Pembuktian

Xichen berpikir dirinya sudah lolos dari kejaran Hanyi. Ia berhenti berlari beberapa meter dari murid-murid sekte yang sedang berlatih silat. Ia memegang dadanya yang seolah akan meledak.

“Hei, laki-laki bajingan!”

Xichen menoleh ke belakang. Matanya sontak melebar, melihat Hanyi berlari ke arahnya dengan sebuah tongkat di tangan.

Spontan Xichen kembali berlari. Ia menerobos barisan murid sekte. Ia berteriak, meminta bantuan. Saat sampai di barisan paling belakang, ia memegang tangan murid yang ada di sana.

“Phezi, lindungi aku dari perempuan itu.”

Murid yang dijadikan tameng adalah pemuda berusia lima belas tahun tadi yang ditarik Xichen ke belakang gudang. Sialnya, Phezi tampak jelas tidak bisa berbuat apa-apa.

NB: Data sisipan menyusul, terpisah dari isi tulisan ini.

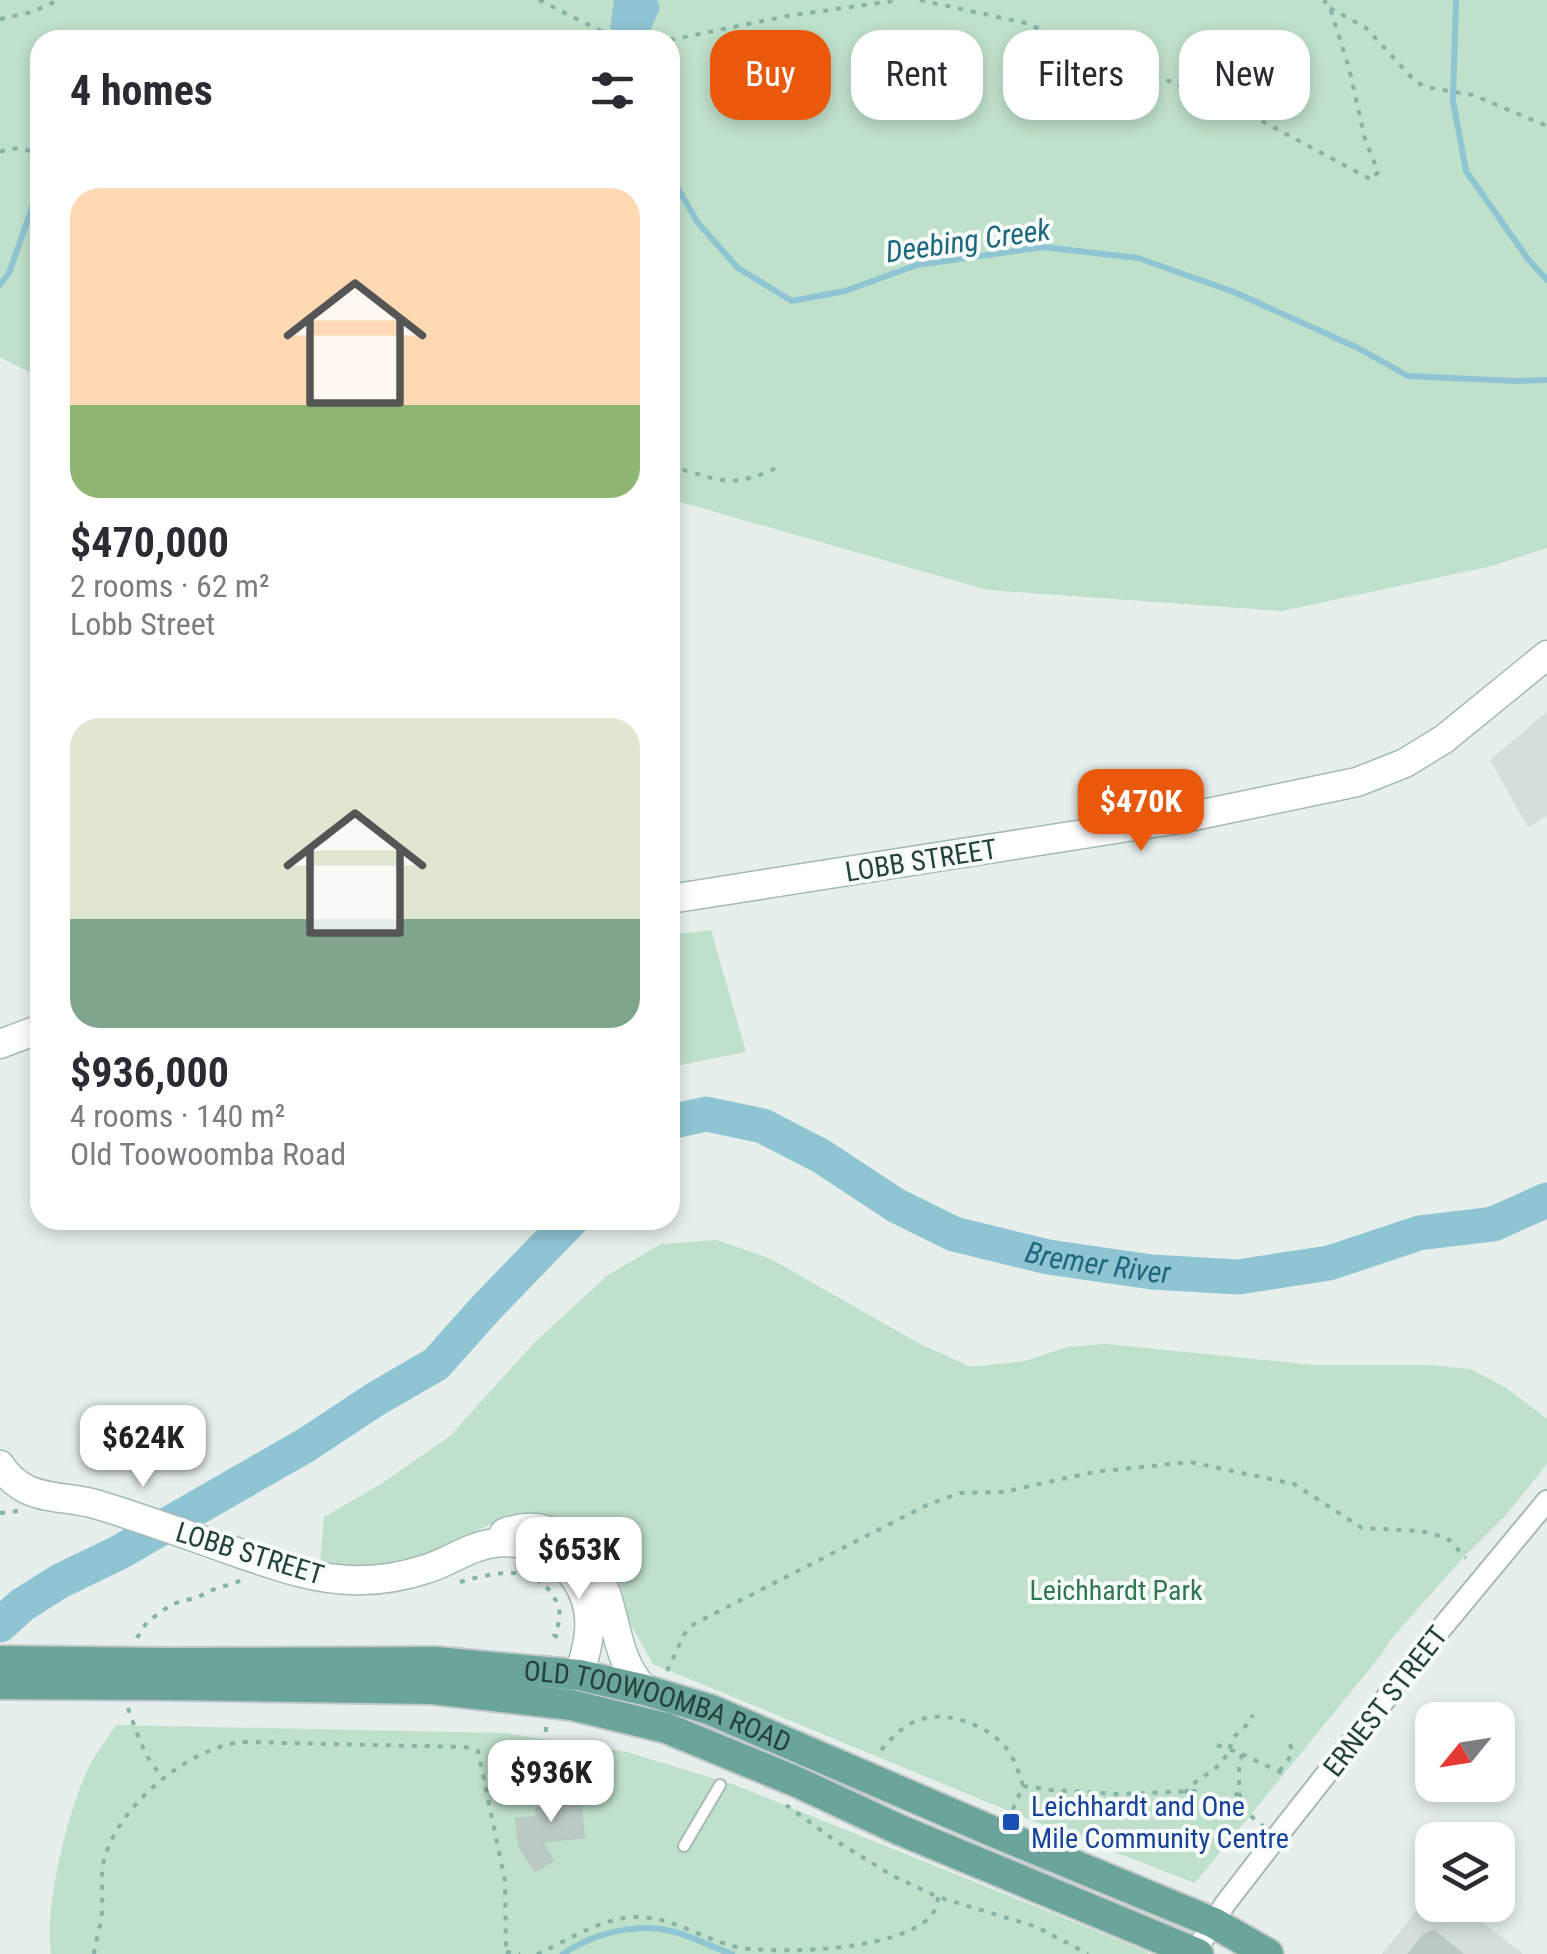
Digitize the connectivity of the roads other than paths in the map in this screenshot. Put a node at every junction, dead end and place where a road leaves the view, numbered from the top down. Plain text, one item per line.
1 (1547, 655) edge
2 (680, 897) edge
3 (30, 1034) edge
4 (0, 1044) edge
5 (2, 1473) edge
6 (1547, 1501) edge
7 (1539, 1529) edge
8 (472, 1550) junction
9 (0, 1661) edge
10 (168, 1674) junction
11 (579, 1675) junction
12 (655, 1681) junction
13 (0, 1684) edge
14 (559, 1714) junction
15 (720, 1786) dead end
16 (684, 1846) dead end
17 (1214, 1923) junction
18 (1196, 1953) edge
19 (1268, 1954) edge

1 - 2 main road, LOBB STREET
3 - 4 main road
5 - 8 main road, LOBB STREET
6 - 7 street, ERNEST STREET
7 - 17 street, ERNEST STREET
8 - 11 main road, LOBB STREET
8 - 12 main road
9 - 10 main road, OLD TOOWOOMBA ROAD, bridge
10 - 11 main road, OLD TOOWOOMBA ROAD
10 - 13 main road, OLD TOOWOOMBA ROAD, bridge
10 - 14 main road, OLD TOOWOOMBA ROAD
11 - 12 main road, OLD TOOWOOMBA ROAD
11 - 14 main road
12 - 17 main road, OLD TOOWOOMBA ROAD
14 - 18 main road, OLD TOOWOOMBA ROAD
15 - 16 lane
17 - 18 street, ERNEST STREET
17 - 19 main road, OLD TOOWOOMBA ROAD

“Phezi, minggir dari sana atau kau yang akan terkena tongkatku.”

Phezi berusaha melepaskan diri. Namun, cengkeraman Xichen lebih kuat dari perkiraannya.

“Apa kau mendengarku, Phezi?” Suara Hanyi semakin melengking.

“Kak Hanyi, dia memegangiku. Dia tidak mau melepaskanku!” Phezi semakin panik.

Terakhir kali orang yang mencari masalah dengan Hanyi, tubuh orang itu penuh dengan sabetan. Phezi melihatnya saat mereka turun gunung untuk membeli beberapa karung beras dua minggu yang lalu. Tiga orang preman mencegat mereka. Phezi yang pergi bersama dengan Hanyi dan seorang murid sekte lagi terpaksa melindungi beras yang mereka beli atau jatah makan mereka dikurangi.

Phezi berhasil melumpuhkan lawannya dengan hanya beberapa pukulan. Begitu pula dengan kakak seperguruan yang bersamanya. Mereka berpikir semua itu sudah cukup. Orang yang mereka hadapi hanya preman biasa, tanpa kemampuan silat.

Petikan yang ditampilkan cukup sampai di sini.